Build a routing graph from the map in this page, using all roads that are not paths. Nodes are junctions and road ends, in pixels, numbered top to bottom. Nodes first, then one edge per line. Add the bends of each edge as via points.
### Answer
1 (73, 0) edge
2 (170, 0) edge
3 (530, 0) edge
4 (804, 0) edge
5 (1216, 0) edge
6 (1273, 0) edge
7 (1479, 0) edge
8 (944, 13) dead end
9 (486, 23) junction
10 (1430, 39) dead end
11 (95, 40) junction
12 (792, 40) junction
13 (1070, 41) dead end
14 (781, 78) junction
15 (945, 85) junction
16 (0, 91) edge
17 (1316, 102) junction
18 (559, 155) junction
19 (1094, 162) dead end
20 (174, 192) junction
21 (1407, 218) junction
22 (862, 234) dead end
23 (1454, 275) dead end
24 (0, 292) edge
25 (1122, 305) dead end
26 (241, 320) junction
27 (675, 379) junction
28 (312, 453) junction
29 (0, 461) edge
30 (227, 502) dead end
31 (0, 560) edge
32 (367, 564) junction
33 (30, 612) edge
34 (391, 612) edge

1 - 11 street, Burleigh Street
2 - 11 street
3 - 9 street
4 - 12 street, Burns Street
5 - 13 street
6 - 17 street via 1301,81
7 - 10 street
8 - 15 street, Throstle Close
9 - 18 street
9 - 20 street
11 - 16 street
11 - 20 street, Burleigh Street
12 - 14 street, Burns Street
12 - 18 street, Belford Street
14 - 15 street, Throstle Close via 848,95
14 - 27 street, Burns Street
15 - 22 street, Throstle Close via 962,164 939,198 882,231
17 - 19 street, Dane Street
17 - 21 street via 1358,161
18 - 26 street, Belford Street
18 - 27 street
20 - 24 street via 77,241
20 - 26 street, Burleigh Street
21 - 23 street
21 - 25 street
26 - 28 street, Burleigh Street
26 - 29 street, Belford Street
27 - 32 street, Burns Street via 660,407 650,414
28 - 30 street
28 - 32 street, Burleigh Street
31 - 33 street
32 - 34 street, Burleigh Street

┄┄┄┄┄┄┄┄┄┄┄┄┄┄┄┄┄┄┄┄

• [WHAT IS BEING ASKED]
Write the material out again in its entirety, exactly as shown.

• [TASK OUTPUT]
Build a routing graph from the map in this page, using all roads that are not paths. Nodes are junctions and road ends, in pixels, numbered top to bottom. Nodes first, then one edge per line. Add the bends of each edge as via points.
### Answer
1 (73, 0) edge
2 (170, 0) edge
3 (530, 0) edge
4 (804, 0) edge
5 (1216, 0) edge
6 (1273, 0) edge
7 (1479, 0) edge
8 (944, 13) dead end
9 (486, 23) junction
10 (1430, 39) dead end
11 (95, 40) junction
12 (792, 40) junction
13 (1070, 41) dead end
14 (781, 78) junction
15 (945, 85) junction
16 (0, 91) edge
17 (1316, 102) junction
18 (559, 155) junction
19 (1094, 162) dead end
20 (174, 192) junction
21 (1407, 218) junction
22 (862, 234) dead end
23 (1454, 275) dead end
24 (0, 292) edge
25 (1122, 305) dead end
26 (241, 320) junction
27 (675, 379) junction
28 (312, 453) junction
29 (0, 461) edge
30 (227, 502) dead end
31 (0, 560) edge
32 (367, 564) junction
33 (30, 612) edge
34 (391, 612) edge

1 - 11 street, Burleigh Street
2 - 11 street
3 - 9 street
4 - 12 street, Burns Street
5 - 13 street
6 - 17 street via 1301,81
7 - 10 street
8 - 15 street, Throstle Close
9 - 18 street
9 - 20 street
11 - 16 street
11 - 20 street, Burleigh Street
12 - 14 street, Burns Street
12 - 18 street, Belford Street
14 - 15 street, Throstle Close via 848,95
14 - 27 street, Burns Street
15 - 22 street, Throstle Close via 962,164 939,198 882,231
17 - 19 street, Dane Street
17 - 21 street via 1358,161
18 - 26 street, Belford Street
18 - 27 street
20 - 24 street via 77,241
20 - 26 street, Burleigh Street
21 - 23 street
21 - 25 street
26 - 28 street, Burleigh Street
26 - 29 street, Belford Street
27 - 32 street, Burns Street via 660,407 650,414
28 - 30 street
28 - 32 street, Burleigh Street
31 - 33 street
32 - 34 street, Burleigh Street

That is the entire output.